Clinical Diagnostic Patterns
Normal Spirometry with Low DLCO
This pattern suggests 4:
- Anemia (check hemoglobin first)
- Pulmonary vascular disorders (pulmonary hypertension, chronic pulmonary embolism)
- Early interstitial lung disease
- Early emphysema
Restrictive Pattern (Low Lung Volumes) with Low DLCO
This combination strongly indicates parenchymal lung disease, specifically interstitial lung diseases, sarcoidosis, or pulmonary fibrosis. 4, 5
Restrictive Pattern with Normal DLCO
Normal DLCO in the presence of restriction suggests extraparenchymal causes 4, 5:
- Chest wall disorders
- Neuromuscular disorders
- Obesity
Obstructive Pattern with Low DLCO
In adult smokers with post-bronchodilator airway obstruction, a low DLCO greatly increases the probability of the emphysema phenotype of COPD. 4, 3 A normal DLCO in this context makes chronic asthma more likely 3.

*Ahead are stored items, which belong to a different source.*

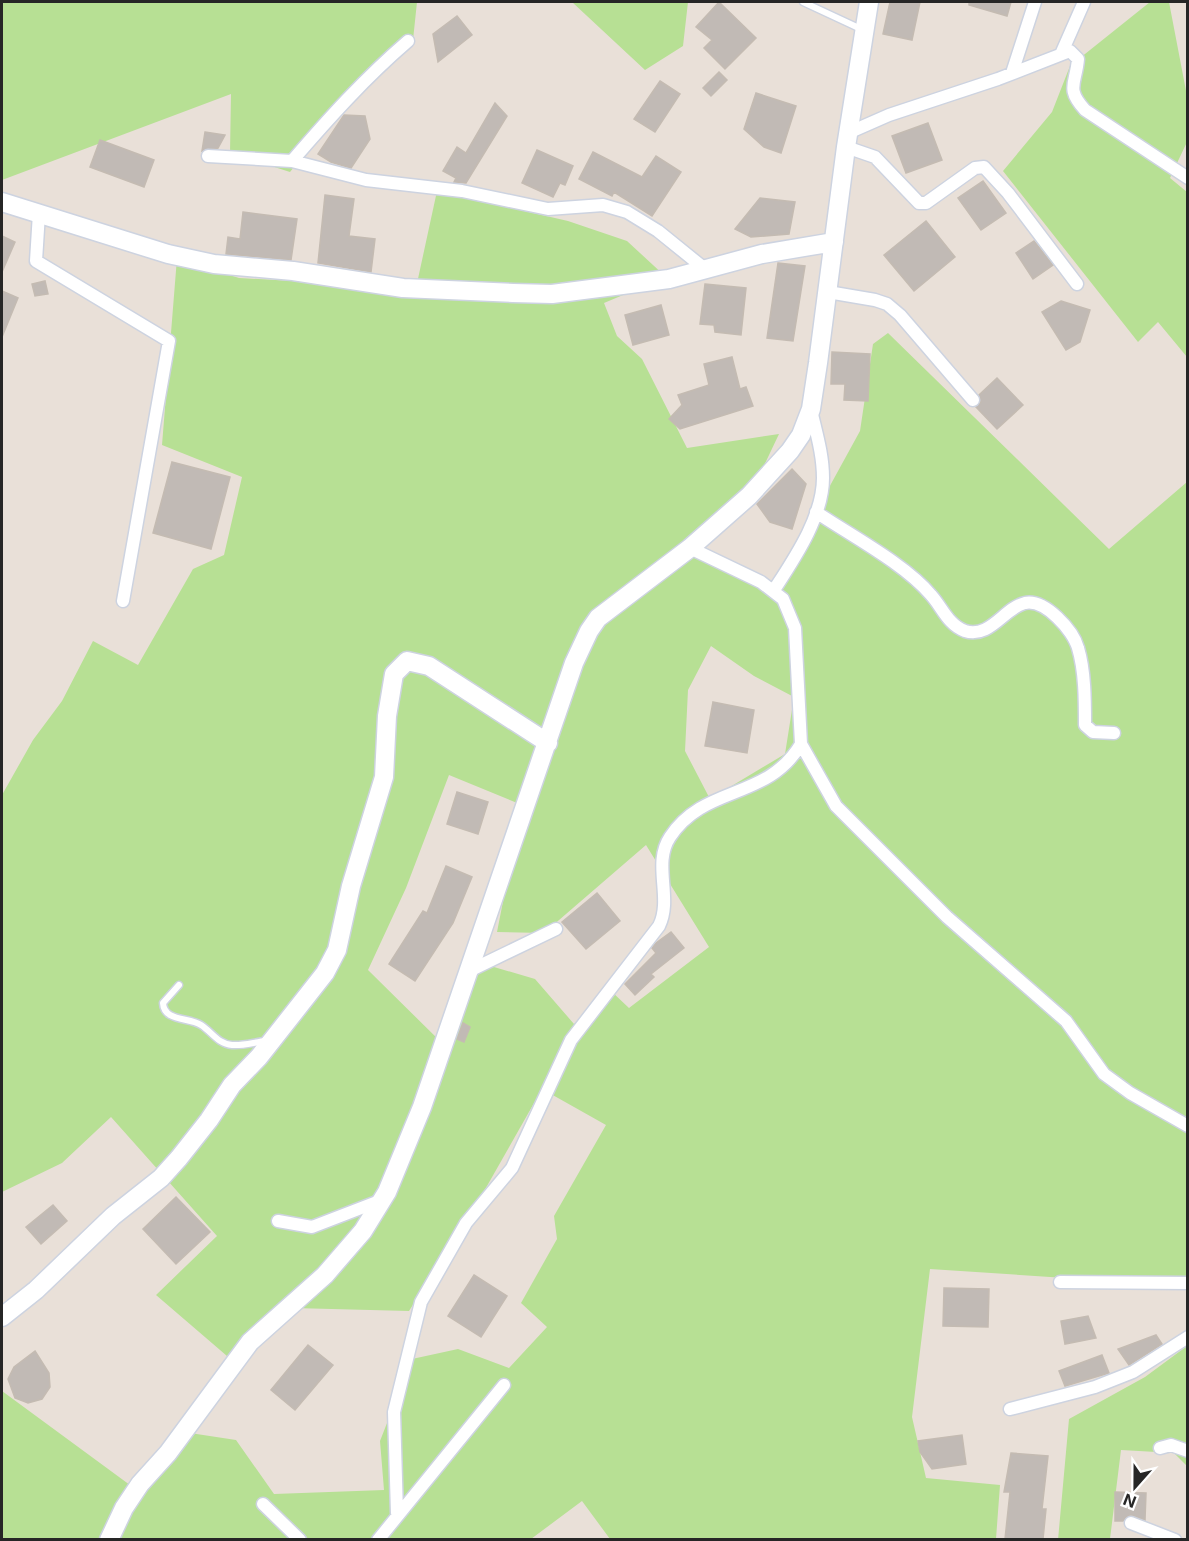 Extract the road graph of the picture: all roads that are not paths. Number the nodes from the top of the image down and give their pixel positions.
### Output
1 (803, 2) edge
2 (869, 2) edge
3 (1035, 2) edge
4 (1084, 2) edge
5 (864, 30) junction
6 (408, 41) dead end
7 (1062, 52) junction
8 (1012, 73) junction
9 (847, 140) junction
10 (208, 156) dead end
11 (292, 161) junction
12 (1188, 178) edge
13 (2, 202) edge
14 (39, 213) junction
15 (834, 242) junction
16 (705, 269) junction
17 (1077, 284) dead end
18 (828, 292) junction
19 (973, 400) dead end
20 (811, 409) junction
21 (816, 512) junction
22 (690, 548) junction
23 (774, 590) junction
24 (123, 601) dead end
25 (1114, 733) dead end
26 (548, 743) junction
27 (801, 744) junction
28 (556, 929) dead end
29 (469, 971) junction
30 (179, 985) dead end
31 (272, 1041) junction
32 (1188, 1126) edge
33 (383, 1200) junction
34 (278, 1221) dead end
35 (1060, 1282) dead end
36 (1188, 1283) edge
37 (2, 1317) edge
38 (1188, 1337) edge
39 (504, 1384) dead end
40 (1010, 1409) dead end
41 (1160, 1448) dead end
42 (1188, 1451) edge
43 (263, 1504) dead end
44 (398, 1513) junction
45 (1131, 1523) dead end
46 (109, 1539) edge
47 (300, 1539) edge
48 (378, 1539) edge
49 (1175, 1539) edge

1 - 5 lane
2 - 5 street
3 - 8 street
4 - 7 street
5 - 9 street
6 - 11 street
7 - 8 street
7 - 12 street
8 - 9 street
9 - 15 street
9 - 17 street
10 - 11 street
11 - 16 street
13 - 14 street
14 - 16 street
14 - 24 street
15 - 16 street
15 - 18 street
18 - 19 street
18 - 20 street
20 - 21 street
20 - 22 street
21 - 23 street
21 - 25 street
22 - 23 street
22 - 26 street
23 - 27 street
26 - 29 street
26 - 31 street
27 - 32 street
27 - 44 street
28 - 29 street
29 - 33 street
30 - 31 lane
31 - 37 street
33 - 34 street
33 - 46 street
35 - 36 street
38 - 40 street
39 - 44 street
41 - 42 street
43 - 47 street
44 - 48 street
45 - 49 street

Lymphangioleiomyomatosis also presents with obstruction and low DLCO 4.
Elevated DLCO
High DLCO is associated with 4:
- Asthma
- Obesity
- Intrapulmonary hemorrhage
Understanding DLCO/VA (KCO) and Common Pitfalls
The European Respiratory Society emphasizes that the relationship between DLCO and lung volume is not linear, making DLCO/VA an imperfect normalization method. 4, 5 The term "DL/VA" should be avoided as it is commonly misunderstood 4.
Interpretation of DLCO/VA Patterns
- Low DLCO with high DLCO/VA (KCO): Suggests extraparenchymal abnormality such as pneumonectomy or chest wall restriction 4
- Low DLCO with low DLCO/VA (KCO): Suggests parenchymal abnormalities like interstitial lung disease or emphysema 4, 5
The European Respiratory Society recommends examining DLCO/VA and VA separately rather than using their ratio to normalize DLCO for lung volume. 4
Prognostic Significance
Reduced DLCO predicts cardiopulmonary complications and mortality even when FEV1 is normal, making it a critical risk stratification tool beyond diagnosis. 5
Specific prognostic thresholds 3:
- DLCO below 40% predicted is associated with increased morbidity and mortality
- A decline in DLCO of more than 4 percentage points indicates disease progression
Clinical Decision-Making Algorithm
Step 1: Verify Hemoglobin Adjustment
Check if DLCO has been corrected for anemia or polycythemia 4, 5
Step 2: Interpret in Context of Spirometry and Lung Volumes
- Obtain complete lung volumes with body plethysmography to confirm true restriction 5
- A normal TLC (VA from single-breath helium dilution) rules out restriction without need for body plethysmography 3
Step 3: Pattern Recognition
Apply the diagnostic patterns outlined above based on the combination of spirometry, lung volumes, and DLCO results 4, 5
Step 4: Consider Advanced Imaging
Obtain high-resolution CT imaging to evaluate for interstitial lung disease, pulmonary vascular disease, or early emphysema when DLCO is reduced. 5
Emerging Technology
DLNO (diffusing capacity for nitric oxide) has several technical advantages over DLCO 6:
- Unaffected by carboxyhemoglobin
- Minimally affected by hemoglobin concentration (no correction needed)
- Unaffected by inspired oxygen concentration or ambient pressure
- More stable measure over time
However, DLCO remains the established standard in clinical practice 6, 1.